» TASK BRIEF
Scan each line of the records for the word "Kilvergan" and extract the ones that have it.

» RAW DATA
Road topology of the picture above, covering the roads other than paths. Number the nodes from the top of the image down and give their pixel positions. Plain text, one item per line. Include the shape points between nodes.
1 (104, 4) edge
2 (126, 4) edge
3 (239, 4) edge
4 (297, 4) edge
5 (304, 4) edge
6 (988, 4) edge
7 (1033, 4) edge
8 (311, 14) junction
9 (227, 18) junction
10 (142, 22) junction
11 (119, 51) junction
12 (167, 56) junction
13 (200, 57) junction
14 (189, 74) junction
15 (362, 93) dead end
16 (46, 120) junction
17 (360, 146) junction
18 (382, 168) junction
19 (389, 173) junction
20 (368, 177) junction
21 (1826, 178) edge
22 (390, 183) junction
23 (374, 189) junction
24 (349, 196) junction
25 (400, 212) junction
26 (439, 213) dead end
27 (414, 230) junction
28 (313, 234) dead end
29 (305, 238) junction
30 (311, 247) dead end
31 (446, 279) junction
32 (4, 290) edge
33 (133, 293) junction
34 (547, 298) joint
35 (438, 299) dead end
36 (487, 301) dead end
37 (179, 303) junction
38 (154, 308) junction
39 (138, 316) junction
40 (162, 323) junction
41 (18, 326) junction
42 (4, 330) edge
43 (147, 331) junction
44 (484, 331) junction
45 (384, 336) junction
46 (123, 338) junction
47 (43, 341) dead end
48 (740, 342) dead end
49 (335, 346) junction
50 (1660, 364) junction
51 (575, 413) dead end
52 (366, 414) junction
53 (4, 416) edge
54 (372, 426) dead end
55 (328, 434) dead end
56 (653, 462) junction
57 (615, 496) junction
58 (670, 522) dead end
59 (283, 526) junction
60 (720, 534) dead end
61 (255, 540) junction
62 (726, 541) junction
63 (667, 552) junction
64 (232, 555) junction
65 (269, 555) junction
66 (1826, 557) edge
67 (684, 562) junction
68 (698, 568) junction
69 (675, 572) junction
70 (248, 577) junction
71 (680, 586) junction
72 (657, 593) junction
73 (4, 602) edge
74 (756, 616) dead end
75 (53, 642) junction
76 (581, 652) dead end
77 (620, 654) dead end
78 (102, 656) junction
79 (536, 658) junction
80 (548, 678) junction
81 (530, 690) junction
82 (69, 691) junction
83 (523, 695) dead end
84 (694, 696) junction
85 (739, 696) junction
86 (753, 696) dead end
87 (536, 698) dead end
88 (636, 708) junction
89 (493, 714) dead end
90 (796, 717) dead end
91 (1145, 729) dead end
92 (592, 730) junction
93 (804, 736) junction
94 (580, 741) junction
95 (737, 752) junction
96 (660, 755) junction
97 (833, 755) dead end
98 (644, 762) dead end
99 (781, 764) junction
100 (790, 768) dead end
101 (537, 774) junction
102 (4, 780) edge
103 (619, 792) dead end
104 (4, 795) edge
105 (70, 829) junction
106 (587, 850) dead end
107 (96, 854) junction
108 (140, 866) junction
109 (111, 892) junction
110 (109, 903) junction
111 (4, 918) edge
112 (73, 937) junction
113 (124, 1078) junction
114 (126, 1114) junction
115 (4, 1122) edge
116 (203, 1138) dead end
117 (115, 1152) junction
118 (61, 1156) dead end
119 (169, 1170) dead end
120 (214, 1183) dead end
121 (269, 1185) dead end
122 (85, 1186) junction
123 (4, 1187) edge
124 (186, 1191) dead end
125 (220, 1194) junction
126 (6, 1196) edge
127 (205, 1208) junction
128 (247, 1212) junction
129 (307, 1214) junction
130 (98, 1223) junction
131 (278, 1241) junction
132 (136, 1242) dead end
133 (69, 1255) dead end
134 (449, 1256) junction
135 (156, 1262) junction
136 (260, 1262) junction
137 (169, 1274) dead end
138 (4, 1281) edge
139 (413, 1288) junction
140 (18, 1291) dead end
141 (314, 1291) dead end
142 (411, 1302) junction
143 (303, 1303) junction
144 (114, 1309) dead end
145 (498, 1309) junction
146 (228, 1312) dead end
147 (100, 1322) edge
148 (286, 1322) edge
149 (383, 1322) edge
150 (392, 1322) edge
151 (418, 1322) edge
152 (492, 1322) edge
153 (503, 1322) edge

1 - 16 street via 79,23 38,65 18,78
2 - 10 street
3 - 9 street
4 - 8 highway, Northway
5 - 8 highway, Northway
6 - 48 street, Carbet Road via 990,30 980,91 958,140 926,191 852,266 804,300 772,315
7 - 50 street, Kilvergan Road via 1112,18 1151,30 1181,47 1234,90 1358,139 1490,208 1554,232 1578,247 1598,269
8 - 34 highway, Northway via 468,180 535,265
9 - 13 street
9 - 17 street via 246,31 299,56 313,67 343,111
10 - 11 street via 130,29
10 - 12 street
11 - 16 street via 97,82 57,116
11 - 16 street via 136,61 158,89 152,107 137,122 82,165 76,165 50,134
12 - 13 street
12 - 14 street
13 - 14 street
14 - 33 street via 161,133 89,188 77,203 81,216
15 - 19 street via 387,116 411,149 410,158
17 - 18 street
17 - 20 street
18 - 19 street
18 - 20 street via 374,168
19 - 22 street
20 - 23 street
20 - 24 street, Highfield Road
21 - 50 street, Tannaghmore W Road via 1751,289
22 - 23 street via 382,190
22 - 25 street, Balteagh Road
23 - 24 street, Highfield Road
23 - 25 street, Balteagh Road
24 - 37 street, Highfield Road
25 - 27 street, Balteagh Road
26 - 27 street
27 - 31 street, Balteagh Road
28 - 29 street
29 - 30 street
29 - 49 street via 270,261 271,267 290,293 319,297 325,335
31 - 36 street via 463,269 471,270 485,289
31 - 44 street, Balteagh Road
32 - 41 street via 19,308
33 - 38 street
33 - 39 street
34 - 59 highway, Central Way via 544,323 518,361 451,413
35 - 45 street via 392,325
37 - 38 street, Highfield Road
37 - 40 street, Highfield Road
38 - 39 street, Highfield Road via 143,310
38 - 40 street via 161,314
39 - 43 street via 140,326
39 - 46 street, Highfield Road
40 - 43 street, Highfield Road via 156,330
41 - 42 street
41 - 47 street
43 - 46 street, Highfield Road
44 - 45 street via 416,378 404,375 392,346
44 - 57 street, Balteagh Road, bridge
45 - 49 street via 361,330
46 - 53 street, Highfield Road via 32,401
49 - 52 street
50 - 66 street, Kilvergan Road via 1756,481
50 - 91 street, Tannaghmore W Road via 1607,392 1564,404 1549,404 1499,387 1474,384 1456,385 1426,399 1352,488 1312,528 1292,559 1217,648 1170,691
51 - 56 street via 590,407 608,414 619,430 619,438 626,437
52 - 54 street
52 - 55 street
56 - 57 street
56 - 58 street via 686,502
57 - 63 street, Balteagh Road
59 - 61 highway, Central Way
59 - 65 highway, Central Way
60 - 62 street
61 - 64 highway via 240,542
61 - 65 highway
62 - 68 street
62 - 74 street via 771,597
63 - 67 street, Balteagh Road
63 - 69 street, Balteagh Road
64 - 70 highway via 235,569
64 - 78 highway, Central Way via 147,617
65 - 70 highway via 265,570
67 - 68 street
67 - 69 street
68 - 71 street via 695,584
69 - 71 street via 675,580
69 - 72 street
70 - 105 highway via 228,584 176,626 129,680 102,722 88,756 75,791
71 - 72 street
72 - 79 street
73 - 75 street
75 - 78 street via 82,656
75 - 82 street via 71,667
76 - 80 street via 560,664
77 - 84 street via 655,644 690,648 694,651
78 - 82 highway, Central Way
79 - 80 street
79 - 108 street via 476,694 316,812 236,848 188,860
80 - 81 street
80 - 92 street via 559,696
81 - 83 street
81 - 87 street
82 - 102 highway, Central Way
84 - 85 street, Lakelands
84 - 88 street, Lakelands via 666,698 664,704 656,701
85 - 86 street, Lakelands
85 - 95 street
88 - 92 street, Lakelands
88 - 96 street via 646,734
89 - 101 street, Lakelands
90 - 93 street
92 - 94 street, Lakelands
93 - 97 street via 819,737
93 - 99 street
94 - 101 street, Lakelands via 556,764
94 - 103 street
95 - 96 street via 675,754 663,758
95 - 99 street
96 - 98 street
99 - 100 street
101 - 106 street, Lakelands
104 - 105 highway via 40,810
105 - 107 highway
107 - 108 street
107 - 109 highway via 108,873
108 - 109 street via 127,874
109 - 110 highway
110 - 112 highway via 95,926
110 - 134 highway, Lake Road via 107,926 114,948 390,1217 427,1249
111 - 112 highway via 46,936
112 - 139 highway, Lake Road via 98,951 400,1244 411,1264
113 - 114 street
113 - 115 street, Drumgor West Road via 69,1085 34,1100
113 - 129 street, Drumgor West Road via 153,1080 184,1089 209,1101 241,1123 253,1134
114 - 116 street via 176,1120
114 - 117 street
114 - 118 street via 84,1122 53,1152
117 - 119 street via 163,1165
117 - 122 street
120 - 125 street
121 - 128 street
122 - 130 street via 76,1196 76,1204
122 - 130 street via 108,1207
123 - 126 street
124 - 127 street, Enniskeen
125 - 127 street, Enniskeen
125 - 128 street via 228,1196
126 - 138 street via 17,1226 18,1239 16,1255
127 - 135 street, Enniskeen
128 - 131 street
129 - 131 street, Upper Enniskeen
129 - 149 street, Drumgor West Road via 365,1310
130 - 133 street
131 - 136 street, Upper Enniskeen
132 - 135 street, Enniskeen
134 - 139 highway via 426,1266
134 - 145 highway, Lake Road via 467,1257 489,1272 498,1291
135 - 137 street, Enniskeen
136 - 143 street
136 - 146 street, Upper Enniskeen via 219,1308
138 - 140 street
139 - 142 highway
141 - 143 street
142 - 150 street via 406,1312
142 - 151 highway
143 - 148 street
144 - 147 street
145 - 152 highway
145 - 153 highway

» SOLUTION
7 - 50 street, Kilvergan Road via 1112,18 1151,30 1181,47 1234,90 1358,139 1490,208 1554,232 1578,247 1598,269
50 - 66 street, Kilvergan Road via 1756,481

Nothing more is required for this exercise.